The director stays in the center of the park with a flute.
Just as in duplicate bridge, you birdwatch with a partner, and each partnership is assigned "east" or "north" plus a number which tells them what station to start at.
Everyone then goes to their starting stations.
When the flute sounds [flutes can be heard far and wide], the birding begins! At each station, the easts and norths race to be the first ones to spot the best bird in the area. Whoever "calls" a bird first gets credit for it. Only the best bird is scored. A list of the point values for each bird is provided at each station. (Placed there beforehand by the director)
After 5 minutes, the flute sounds again and the four birdwatchers have to write down the final score. There is a sheet of paper at each station where you write your result, e.g.
East (0 pts) North (3 pts) White-throated Sparrow
Both opposing partnerships have to agree on the bird and the score before it is written down. Any problems, call the director (hope the bird is still there when he gets there!) But birders are nice people; there shouldn't be too many disagreements. This is not bridge, after all!
Then, you fold up the paper so the next people who get to that station don't know what you saw, and you move to the next station.

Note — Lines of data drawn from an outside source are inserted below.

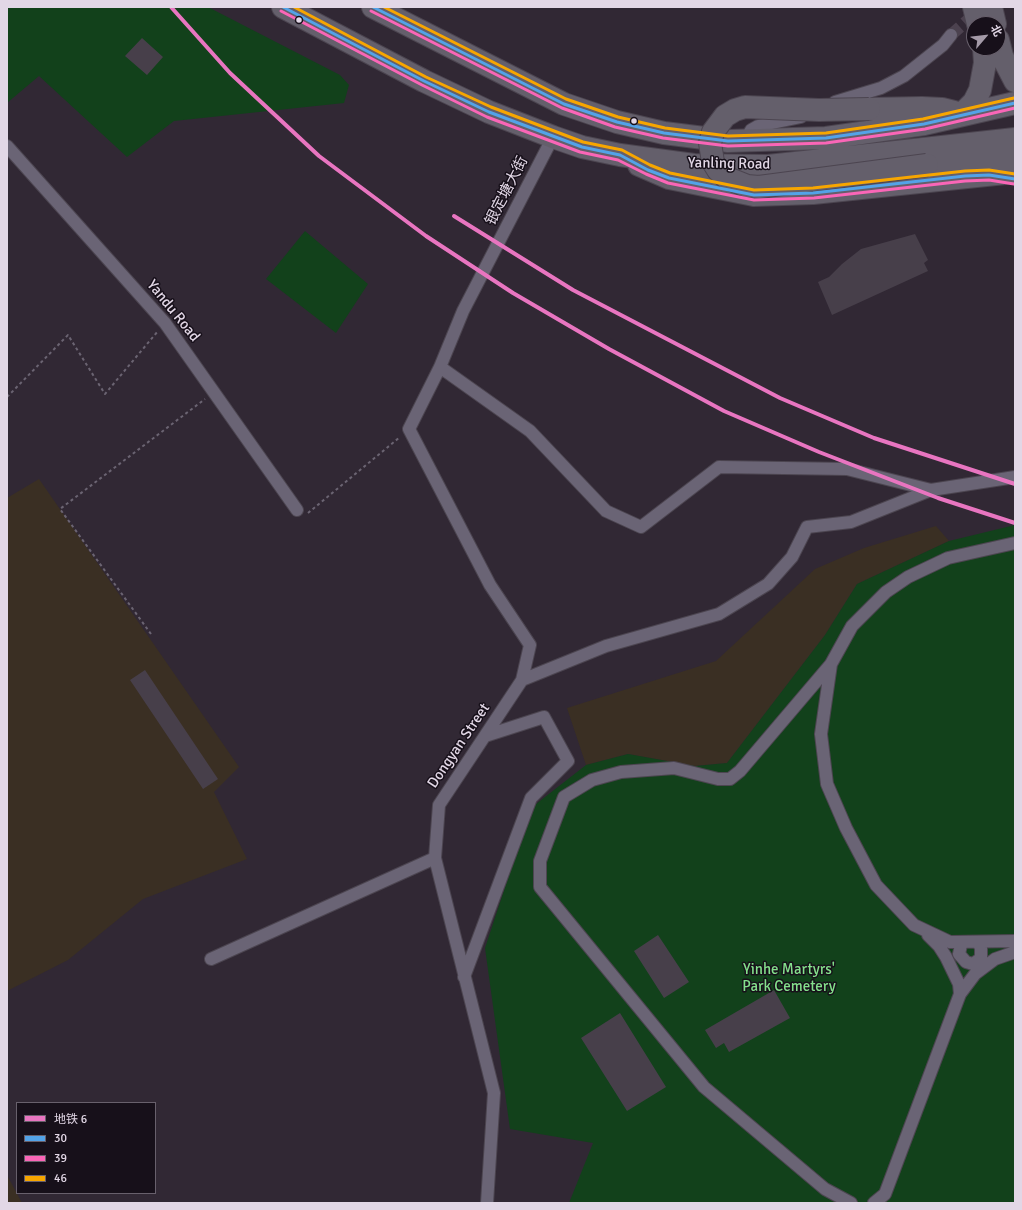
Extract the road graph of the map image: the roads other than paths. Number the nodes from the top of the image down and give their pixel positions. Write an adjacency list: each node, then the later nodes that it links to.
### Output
1 (283, 7): 9 (highway, Yanling Road)
2 (373, 7): 11 (highway, Yanling Road)
3 (951, 35): 11 (street)
4 (985, 56): 8 (highway)
5 (1002, 56): 6 (highway)
6 (1015, 81)
7 (1015, 104): 8 (highway, Yanling Road)
8 (962, 114): 11 (highway, Yanling Road); 13 (highway, bridge)
9 (553, 137): 14 (highway, Yanling Road); 18 (street, 银定塘大街)
10 (1015, 139): 14 (highway, Yanling Road)
11 (745, 141)
12 (7, 146): 21 (street, Yandu Road)
13 (1015, 154)
14 (620, 155): 16 (highway)
15 (1015, 172): 16 (highway)
16 (989, 175): 17 (highway)
17 (1015, 179)
18 (440, 368): 20 (street); 24 (street, Dongyan Street)
19 (1015, 478): 20 (street)
20 (931, 490): 24 (street)
21 (302, 512)
22 (1015, 543): 23 (street)
23 (831, 664): 27 (street); 37 (street)
24 (522, 680): 25 (street, Dongyan Street)
25 (485, 736): 26 (street, Dongyan Street); 34 (street)
26 (435, 858): 32 (street); 34 (street, Dongyan Street)
27 (923, 929): 29 (street); 35 (street)
28 (1015, 941): 30 (street)
29 (964, 942): 30 (street); 33 (street)
30 (978, 942): 33 (street)
31 (1015, 952): 33 (street)
32 (211, 959)
33 (979, 964): 35 (street)
34 (464, 977): 36 (street, Dongyan Street)
35 (960, 994): 38 (street)
36 (487, 1203)
37 (851, 1203)
38 (874, 1203)

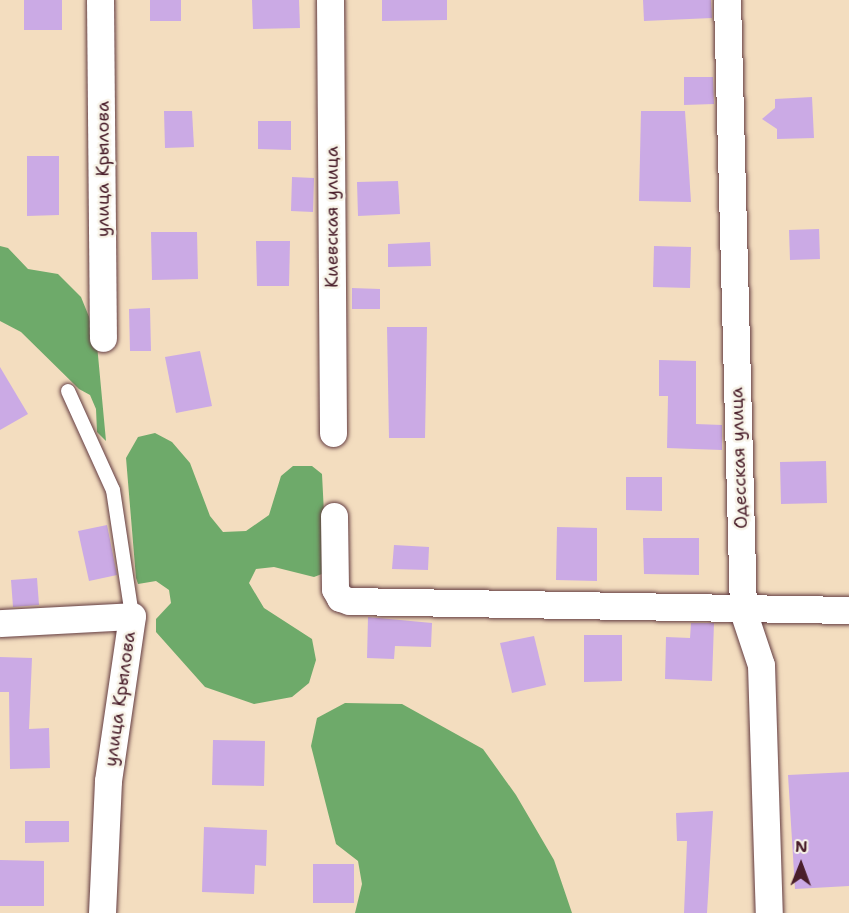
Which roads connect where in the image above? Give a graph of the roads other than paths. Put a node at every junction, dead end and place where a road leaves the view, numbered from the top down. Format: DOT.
graph roads {
  1 [pos="100,0"];
  2 [pos="330,0"];
  3 [pos="727,0"];
  4 [pos="103,338"];
  5 [pos="68,391"];
  6 [pos="333,433"];
  7 [pos="334,516"];
  8 [pos="849,610"];
  9 [pos="744,611"];
  10 [pos="132,616"];
  11 [pos="0,623"];
  12 [pos="102,913"];
  13 [pos="769,913"];
  1 -- 4 [label="street, улица Крылова"];
  2 -- 6 [label="street, Киевская улица"];
  3 -- 9 [label="street, Одесская улица"];
  5 -- 10 [label="lane"];
  7 -- 9 [label="street"];
  8 -- 9 [label="street"];
  9 -- 13 [label="street, Одесская улица"];
  10 -- 11 [label="street, улица Крылова"];
  10 -- 12 [label="street, улица Крылова"];
}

Norths move to the next station higher, while Easts move to the next station lower. This way, you birdwatch with different people at every station.
Later in the game, when you go to write down your score, you will see the logs of the previous birders who had been there. This is where you can feel real pride if you are the only one to have seen a belted kingfisher and everyone else only got sparrows, or the disappointment when you check out with a starling and find that 5 out of 7 opponents saw a pileated woodpecker when they were there! Birds move around, so there is indeed some luck involved. But there is also skill, as sometimes you get opponents who are real birding experts, and you need to beat them to the i.d.
After the final round, everyone takes the station logs and brings them to the director's desk. The director tallies up the scores for each partnership, notifies the rare bird hotline if any rarities were recorded, and awards the prizes for the highest scoring partnerships.
And even if all you saw was starlings and pigeons, a fun day was had by all.